## WORK ORDER
Please show every line in the entries below that includes the word "image".

## TASK MATERIAL
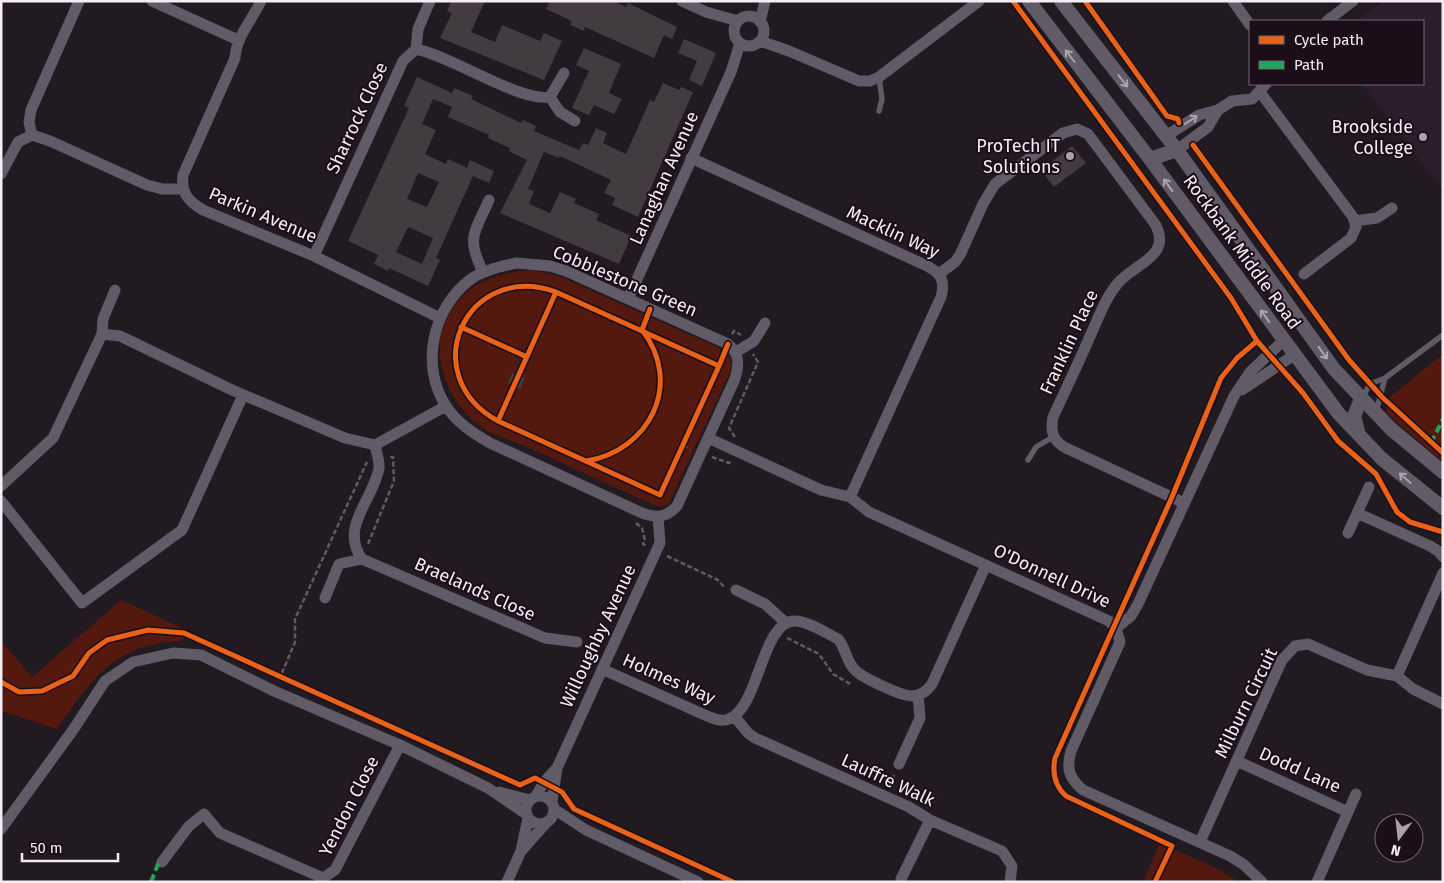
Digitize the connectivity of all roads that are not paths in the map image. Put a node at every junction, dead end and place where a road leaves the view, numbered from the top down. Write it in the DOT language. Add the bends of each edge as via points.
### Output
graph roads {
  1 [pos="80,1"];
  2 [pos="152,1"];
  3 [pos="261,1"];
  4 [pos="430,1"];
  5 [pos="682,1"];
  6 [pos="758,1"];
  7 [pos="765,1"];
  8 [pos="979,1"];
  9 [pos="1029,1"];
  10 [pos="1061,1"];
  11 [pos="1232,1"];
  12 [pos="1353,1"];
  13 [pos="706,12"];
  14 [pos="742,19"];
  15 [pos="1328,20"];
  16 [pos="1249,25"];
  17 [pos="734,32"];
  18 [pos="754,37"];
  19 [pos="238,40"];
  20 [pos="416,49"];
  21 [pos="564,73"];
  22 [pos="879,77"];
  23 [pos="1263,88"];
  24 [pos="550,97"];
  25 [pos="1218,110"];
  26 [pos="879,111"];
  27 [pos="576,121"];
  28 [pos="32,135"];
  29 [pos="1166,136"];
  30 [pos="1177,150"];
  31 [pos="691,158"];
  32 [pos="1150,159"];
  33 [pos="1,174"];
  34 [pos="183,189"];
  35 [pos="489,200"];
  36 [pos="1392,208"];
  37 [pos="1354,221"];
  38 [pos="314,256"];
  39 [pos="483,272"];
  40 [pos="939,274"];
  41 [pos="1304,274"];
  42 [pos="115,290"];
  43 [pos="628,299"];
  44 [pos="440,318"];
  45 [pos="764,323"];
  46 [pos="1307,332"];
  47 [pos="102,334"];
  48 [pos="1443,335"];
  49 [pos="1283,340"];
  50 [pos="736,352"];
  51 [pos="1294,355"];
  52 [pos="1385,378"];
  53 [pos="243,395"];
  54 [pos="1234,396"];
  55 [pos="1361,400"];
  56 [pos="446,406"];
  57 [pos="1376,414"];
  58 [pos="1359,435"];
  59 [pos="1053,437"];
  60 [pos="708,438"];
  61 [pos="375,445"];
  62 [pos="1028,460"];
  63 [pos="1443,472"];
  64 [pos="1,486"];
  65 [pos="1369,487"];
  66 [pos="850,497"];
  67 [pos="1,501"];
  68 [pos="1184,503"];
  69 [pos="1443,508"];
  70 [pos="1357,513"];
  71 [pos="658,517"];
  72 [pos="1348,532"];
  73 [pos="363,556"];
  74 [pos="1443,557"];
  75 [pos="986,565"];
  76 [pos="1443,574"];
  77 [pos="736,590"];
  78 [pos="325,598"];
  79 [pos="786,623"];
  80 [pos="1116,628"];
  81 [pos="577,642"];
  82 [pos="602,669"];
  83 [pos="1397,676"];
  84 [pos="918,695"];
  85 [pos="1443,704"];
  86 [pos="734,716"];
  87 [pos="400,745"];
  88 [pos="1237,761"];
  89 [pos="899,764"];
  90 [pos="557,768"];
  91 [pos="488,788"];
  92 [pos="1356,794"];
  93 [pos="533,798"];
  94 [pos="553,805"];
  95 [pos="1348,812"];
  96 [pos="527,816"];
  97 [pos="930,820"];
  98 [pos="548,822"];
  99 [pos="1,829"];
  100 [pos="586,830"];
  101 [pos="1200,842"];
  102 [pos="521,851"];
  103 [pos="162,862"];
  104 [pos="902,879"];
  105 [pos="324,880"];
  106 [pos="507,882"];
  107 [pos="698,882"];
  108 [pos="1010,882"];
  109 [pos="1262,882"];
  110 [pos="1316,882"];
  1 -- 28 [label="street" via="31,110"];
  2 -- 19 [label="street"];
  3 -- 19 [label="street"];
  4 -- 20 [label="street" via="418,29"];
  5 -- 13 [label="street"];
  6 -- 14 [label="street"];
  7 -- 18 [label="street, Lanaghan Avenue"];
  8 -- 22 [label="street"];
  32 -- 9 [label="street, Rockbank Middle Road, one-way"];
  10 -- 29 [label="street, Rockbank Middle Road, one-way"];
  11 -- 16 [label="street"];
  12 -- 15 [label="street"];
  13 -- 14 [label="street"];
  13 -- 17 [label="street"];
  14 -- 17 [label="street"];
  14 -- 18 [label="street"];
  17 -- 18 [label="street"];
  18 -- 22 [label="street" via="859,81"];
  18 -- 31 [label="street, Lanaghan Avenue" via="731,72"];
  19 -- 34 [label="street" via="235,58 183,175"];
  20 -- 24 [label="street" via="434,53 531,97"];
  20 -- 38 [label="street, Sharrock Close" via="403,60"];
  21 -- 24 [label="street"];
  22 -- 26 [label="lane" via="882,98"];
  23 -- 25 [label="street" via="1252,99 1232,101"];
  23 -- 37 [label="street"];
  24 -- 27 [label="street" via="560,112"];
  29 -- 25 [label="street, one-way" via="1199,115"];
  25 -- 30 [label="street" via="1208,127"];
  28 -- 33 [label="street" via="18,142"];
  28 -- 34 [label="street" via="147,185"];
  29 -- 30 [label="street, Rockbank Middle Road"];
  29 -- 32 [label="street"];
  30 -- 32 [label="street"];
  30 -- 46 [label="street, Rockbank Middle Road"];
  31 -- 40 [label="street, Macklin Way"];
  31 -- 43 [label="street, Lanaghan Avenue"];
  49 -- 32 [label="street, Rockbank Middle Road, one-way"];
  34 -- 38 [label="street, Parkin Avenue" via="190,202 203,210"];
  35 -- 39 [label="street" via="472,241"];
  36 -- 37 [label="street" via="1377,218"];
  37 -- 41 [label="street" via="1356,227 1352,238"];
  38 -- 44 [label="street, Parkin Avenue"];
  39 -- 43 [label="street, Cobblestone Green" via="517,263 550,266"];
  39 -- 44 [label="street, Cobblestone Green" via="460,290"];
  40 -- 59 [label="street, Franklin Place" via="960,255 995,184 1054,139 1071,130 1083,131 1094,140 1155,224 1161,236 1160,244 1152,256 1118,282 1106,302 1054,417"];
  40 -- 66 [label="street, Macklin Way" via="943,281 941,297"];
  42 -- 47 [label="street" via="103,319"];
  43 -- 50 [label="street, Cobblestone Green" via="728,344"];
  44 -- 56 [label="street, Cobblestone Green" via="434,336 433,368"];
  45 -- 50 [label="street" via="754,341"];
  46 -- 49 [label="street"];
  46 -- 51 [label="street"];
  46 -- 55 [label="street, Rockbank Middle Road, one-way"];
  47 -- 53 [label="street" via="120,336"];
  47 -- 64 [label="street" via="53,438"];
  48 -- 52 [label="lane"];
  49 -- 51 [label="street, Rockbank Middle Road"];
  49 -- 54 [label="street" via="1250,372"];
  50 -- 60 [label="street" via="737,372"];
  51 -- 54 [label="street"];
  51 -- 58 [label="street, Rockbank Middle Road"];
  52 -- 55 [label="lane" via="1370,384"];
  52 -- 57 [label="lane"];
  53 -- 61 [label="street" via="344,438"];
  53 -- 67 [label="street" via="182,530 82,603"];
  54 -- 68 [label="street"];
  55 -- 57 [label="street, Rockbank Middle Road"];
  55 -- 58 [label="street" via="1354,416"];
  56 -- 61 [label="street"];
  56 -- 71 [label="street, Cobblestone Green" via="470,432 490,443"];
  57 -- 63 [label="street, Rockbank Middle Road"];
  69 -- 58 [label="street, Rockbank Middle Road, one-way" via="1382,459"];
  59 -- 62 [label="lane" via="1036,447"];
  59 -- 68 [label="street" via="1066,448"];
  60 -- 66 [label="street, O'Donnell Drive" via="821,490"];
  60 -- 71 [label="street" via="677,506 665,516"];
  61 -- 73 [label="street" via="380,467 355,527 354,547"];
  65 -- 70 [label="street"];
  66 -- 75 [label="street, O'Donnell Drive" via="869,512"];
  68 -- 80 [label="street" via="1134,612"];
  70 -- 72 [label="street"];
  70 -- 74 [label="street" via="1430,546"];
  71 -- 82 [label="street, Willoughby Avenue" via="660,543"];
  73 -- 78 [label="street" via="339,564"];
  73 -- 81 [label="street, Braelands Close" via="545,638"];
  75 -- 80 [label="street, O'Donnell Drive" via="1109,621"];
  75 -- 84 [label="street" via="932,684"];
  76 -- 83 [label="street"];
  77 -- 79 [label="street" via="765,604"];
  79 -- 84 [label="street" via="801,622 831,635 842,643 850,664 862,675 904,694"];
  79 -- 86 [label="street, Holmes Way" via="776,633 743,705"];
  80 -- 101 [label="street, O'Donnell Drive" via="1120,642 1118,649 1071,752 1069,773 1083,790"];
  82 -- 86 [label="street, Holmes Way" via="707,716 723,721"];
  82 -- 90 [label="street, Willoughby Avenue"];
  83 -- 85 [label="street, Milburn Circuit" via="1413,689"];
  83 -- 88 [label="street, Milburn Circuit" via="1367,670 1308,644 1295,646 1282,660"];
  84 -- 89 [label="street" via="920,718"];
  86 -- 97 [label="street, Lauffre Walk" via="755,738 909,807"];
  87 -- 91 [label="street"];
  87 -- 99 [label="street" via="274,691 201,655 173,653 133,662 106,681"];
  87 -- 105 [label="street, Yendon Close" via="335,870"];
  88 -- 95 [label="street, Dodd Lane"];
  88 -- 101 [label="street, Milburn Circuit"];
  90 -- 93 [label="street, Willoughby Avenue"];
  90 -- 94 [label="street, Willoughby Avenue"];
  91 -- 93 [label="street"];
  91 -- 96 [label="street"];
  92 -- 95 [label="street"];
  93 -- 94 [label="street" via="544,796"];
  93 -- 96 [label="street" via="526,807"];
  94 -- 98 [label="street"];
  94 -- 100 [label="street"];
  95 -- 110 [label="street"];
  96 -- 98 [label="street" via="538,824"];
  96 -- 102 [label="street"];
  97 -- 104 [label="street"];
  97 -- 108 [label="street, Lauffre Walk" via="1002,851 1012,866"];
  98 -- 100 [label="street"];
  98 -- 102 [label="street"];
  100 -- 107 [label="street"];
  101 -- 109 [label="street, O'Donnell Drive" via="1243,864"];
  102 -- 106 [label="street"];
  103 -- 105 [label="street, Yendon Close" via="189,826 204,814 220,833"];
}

---

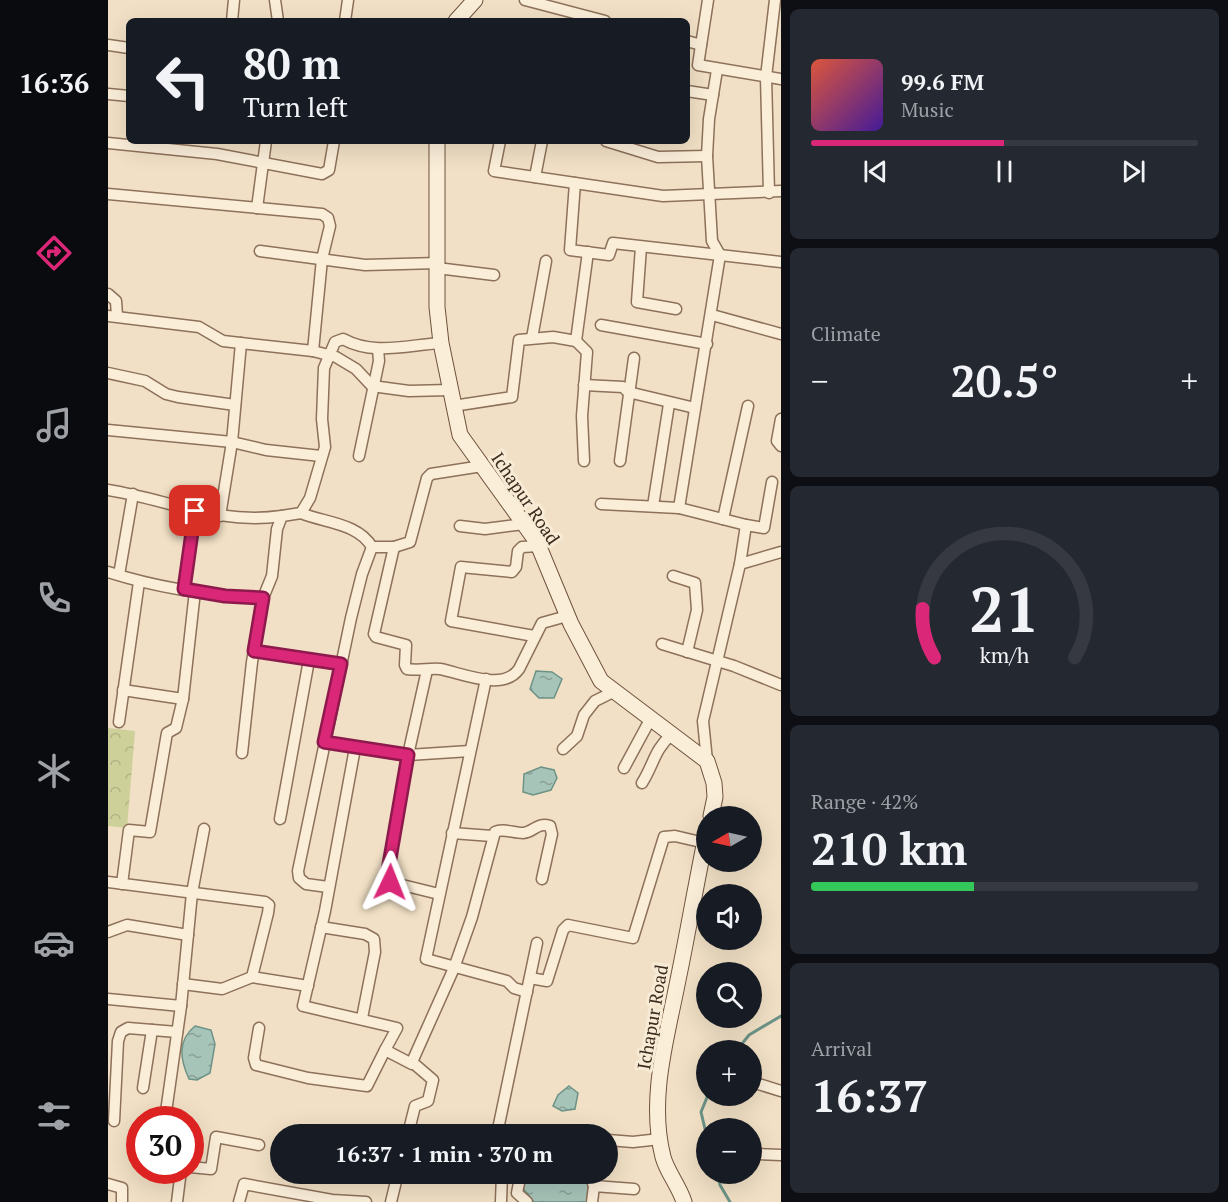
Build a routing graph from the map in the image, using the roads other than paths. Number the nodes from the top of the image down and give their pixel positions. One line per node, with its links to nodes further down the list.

## OUTPUT BELOW
Digitize the connectivity of all roads that are not paths in the map image. Put a node at every junction, dead end and place where a road leaves the view, numbered from the top down. Write it in the DOT language. Add the bends of each edge as via points.
Build a routing graph from the map in the image, using the roads other than paths. Number the nodes from the top of the image down and give their pixel positions. One line per node, with its links to nodes further down the list.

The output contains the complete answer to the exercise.